To win in the markets, you must be in tune with your own emotions. There are a lot of tough guy never-cry alpha male traders out there with their feelings and insecurities all bottled up that have a tough time of trading. Me, I used to cry at that Sarah McLachlan ASPCA commercial. If you are going to be a sentiment trader, you will have to have a high tolerance for pain, while you wait for the trade to work, and you have to be crafty enough to enter a trade in a limited-risk fashion. If you wait until the coast is clear, you will have missed out on a lot of returns. There is a quote: when it’s time to buy, you won’t want to do that. And when it’s time to sell, you won’t want to do that, either. The vast majority of people are excited by higher prices and demoralized by lower prices. That’s the way human beings are wired, and stocks are Giffen goods. You want to be the opposite—excited by lower prices and demoralized by higher prices.

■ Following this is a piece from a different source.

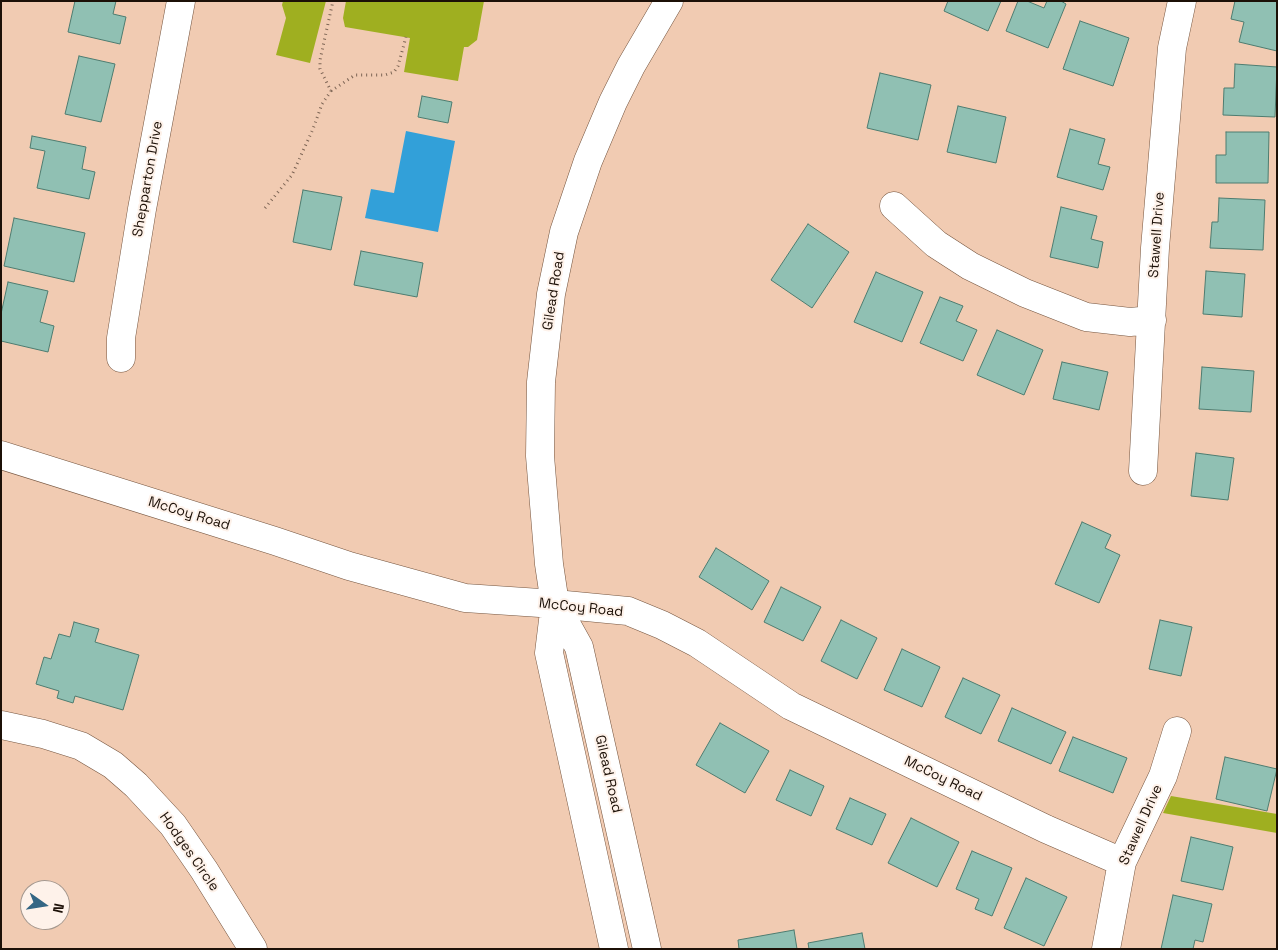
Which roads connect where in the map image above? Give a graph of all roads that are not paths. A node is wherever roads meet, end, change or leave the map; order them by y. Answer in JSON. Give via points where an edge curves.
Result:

If you want to be a successful investor, allow yourself to feel joy. Allow yourself to feel pain. Go see the chick flick. Buy flowers for your wife for no reason. You’re not a steely-eyed missile man. You’re a human being, in a market full of human beings. Be the wiser human being.
Jared if you ever write a book about sentiment trading I want a signed copy!
One of your best pieces. Bravo!
It seems so simple and straightforward... it is like a perfectly clear mountain lake. You look down and can see the bottom, not realizing it is four times as deep as it appears.